## Instructions for the task
For the word "Ερυμάνθου", tally the lines of the data that contain it and give the tally alone.

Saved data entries
-=-=-

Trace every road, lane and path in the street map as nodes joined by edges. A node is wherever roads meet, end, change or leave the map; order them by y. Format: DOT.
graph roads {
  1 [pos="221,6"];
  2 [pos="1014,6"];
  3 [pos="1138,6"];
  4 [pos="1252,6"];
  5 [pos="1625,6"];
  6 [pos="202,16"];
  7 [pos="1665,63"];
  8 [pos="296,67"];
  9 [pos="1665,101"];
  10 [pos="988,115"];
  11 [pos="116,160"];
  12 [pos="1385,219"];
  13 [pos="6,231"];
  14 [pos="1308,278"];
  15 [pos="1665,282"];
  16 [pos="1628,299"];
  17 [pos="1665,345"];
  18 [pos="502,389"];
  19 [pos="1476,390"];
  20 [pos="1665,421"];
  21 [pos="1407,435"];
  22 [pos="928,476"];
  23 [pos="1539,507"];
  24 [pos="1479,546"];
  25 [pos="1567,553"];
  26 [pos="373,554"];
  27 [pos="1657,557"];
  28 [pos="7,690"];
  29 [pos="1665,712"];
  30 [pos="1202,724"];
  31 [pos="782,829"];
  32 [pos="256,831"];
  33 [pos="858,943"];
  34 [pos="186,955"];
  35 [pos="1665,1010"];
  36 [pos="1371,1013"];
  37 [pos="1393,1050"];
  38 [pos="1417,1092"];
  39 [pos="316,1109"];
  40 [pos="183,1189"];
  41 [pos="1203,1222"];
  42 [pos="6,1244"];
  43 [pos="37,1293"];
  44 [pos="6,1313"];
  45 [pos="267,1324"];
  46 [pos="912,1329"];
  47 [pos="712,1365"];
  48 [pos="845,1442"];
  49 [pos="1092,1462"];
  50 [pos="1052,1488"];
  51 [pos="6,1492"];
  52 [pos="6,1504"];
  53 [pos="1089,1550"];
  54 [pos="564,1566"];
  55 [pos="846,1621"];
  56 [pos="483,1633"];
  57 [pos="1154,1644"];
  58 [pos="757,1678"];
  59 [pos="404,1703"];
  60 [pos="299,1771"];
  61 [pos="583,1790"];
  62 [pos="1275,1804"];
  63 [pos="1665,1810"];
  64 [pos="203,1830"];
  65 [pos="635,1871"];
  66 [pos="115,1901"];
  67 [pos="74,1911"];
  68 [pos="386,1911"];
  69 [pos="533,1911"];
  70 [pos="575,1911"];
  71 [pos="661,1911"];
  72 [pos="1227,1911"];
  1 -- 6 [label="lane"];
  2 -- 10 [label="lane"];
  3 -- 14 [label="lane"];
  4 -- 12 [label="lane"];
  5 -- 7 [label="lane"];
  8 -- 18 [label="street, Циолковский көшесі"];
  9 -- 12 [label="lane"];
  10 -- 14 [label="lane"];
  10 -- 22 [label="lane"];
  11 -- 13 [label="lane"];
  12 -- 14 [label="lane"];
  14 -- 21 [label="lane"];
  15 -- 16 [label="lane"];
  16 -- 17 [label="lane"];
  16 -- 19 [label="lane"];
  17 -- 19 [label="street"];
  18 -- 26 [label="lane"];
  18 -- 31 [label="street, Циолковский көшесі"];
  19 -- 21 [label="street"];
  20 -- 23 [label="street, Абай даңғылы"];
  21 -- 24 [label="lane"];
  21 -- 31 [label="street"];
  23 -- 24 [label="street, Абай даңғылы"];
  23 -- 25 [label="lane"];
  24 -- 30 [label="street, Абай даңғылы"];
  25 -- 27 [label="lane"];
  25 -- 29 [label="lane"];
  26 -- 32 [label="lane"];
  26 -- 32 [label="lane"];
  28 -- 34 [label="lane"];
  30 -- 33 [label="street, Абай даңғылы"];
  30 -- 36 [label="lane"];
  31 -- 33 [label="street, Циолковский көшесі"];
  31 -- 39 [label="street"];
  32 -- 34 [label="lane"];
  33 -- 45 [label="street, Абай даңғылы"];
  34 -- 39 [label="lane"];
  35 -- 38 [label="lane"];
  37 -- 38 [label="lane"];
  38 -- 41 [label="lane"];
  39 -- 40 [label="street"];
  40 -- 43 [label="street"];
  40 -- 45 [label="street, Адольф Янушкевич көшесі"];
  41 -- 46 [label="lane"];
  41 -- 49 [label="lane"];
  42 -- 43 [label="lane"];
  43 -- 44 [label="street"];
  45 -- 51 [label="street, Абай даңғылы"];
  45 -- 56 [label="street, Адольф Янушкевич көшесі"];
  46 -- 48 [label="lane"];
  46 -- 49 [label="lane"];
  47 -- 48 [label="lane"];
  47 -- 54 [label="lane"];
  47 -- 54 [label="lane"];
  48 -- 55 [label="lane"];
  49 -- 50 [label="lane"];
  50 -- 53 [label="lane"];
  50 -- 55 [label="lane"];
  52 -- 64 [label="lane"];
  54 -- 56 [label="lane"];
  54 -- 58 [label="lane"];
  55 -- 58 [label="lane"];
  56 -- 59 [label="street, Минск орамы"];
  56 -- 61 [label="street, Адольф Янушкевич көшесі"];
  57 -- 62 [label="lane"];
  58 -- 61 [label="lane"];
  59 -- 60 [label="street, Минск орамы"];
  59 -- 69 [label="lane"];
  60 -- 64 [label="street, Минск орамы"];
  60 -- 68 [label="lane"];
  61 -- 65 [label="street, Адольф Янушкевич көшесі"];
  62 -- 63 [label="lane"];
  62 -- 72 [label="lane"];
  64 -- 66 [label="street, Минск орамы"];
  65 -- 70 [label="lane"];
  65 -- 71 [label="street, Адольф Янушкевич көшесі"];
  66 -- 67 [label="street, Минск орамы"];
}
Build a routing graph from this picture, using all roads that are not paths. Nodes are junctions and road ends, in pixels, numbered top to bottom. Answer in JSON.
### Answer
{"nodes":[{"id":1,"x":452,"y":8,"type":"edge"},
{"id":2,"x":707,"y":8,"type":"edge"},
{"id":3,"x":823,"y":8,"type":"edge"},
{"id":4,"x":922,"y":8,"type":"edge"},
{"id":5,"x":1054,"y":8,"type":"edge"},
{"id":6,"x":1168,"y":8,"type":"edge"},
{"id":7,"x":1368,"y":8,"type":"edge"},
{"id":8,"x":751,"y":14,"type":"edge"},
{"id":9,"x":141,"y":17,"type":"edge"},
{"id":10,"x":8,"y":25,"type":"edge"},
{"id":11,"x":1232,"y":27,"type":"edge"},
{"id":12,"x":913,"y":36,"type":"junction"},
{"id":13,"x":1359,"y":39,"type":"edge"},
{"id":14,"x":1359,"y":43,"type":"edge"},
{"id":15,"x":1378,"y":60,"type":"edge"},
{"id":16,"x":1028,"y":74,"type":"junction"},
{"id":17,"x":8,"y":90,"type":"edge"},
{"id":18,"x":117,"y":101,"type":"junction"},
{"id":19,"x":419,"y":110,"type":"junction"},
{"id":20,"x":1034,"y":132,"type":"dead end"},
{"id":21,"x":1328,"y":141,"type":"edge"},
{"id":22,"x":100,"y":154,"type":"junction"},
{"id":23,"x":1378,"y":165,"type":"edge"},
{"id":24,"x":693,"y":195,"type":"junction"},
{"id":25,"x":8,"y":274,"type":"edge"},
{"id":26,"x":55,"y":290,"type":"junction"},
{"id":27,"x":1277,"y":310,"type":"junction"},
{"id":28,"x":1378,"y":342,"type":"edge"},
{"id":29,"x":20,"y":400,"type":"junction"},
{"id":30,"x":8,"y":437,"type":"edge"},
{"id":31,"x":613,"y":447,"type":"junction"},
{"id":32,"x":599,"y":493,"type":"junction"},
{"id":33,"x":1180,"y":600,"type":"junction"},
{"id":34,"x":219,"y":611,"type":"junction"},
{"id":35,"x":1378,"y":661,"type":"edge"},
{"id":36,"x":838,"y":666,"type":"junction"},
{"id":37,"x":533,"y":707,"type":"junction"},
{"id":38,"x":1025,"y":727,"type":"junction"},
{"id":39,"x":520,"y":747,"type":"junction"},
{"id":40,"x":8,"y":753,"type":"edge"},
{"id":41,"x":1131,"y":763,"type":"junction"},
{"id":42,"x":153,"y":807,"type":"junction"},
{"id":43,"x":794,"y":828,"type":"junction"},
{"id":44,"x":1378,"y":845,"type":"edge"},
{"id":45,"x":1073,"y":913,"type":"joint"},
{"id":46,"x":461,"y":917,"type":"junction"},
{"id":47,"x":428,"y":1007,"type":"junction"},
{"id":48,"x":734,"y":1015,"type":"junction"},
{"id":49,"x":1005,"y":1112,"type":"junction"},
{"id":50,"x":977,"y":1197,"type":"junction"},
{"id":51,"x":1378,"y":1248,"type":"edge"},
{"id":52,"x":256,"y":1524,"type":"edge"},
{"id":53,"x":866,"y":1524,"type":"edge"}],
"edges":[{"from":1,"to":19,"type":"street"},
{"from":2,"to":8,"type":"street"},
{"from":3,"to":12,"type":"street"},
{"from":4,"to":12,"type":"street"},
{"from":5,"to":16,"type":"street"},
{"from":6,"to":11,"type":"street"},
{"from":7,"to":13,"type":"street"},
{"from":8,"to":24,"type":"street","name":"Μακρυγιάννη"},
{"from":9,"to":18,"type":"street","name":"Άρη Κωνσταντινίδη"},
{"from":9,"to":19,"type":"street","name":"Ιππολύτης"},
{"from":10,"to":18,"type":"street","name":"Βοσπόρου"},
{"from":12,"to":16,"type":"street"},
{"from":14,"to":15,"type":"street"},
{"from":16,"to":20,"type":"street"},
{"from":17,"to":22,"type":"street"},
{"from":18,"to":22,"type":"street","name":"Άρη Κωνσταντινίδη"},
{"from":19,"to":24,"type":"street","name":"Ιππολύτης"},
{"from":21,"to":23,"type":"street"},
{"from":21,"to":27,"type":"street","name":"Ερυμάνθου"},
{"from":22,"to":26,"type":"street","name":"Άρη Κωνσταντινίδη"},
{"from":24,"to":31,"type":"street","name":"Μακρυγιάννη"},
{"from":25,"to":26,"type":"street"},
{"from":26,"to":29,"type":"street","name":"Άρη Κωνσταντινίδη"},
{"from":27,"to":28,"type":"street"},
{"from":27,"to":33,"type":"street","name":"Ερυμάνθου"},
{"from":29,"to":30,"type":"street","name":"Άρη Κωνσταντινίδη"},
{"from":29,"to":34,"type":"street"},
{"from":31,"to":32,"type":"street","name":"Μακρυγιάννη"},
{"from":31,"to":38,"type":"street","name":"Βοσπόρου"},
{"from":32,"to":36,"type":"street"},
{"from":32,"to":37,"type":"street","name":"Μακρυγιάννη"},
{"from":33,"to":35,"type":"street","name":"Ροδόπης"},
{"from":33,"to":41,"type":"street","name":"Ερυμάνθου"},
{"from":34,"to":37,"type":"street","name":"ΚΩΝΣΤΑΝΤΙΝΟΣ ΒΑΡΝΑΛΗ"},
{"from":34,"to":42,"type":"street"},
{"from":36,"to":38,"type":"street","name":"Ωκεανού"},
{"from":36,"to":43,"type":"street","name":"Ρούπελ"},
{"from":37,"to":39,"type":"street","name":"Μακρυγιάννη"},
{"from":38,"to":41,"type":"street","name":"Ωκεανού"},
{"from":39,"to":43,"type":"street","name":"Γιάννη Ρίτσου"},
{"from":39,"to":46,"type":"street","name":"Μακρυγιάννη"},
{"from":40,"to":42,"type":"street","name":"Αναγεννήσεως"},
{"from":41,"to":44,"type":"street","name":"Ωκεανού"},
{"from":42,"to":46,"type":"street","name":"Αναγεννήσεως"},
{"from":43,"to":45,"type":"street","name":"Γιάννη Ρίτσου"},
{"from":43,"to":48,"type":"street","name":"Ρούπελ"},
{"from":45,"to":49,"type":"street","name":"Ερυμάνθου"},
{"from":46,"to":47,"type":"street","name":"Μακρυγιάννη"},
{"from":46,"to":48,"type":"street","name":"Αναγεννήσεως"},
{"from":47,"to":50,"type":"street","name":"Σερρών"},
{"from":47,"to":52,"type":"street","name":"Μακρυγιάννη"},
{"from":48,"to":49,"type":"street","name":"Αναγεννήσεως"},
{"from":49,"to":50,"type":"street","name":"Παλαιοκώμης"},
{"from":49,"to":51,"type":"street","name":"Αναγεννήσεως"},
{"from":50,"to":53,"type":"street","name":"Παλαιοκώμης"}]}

-=-=-

## Solved exercise
4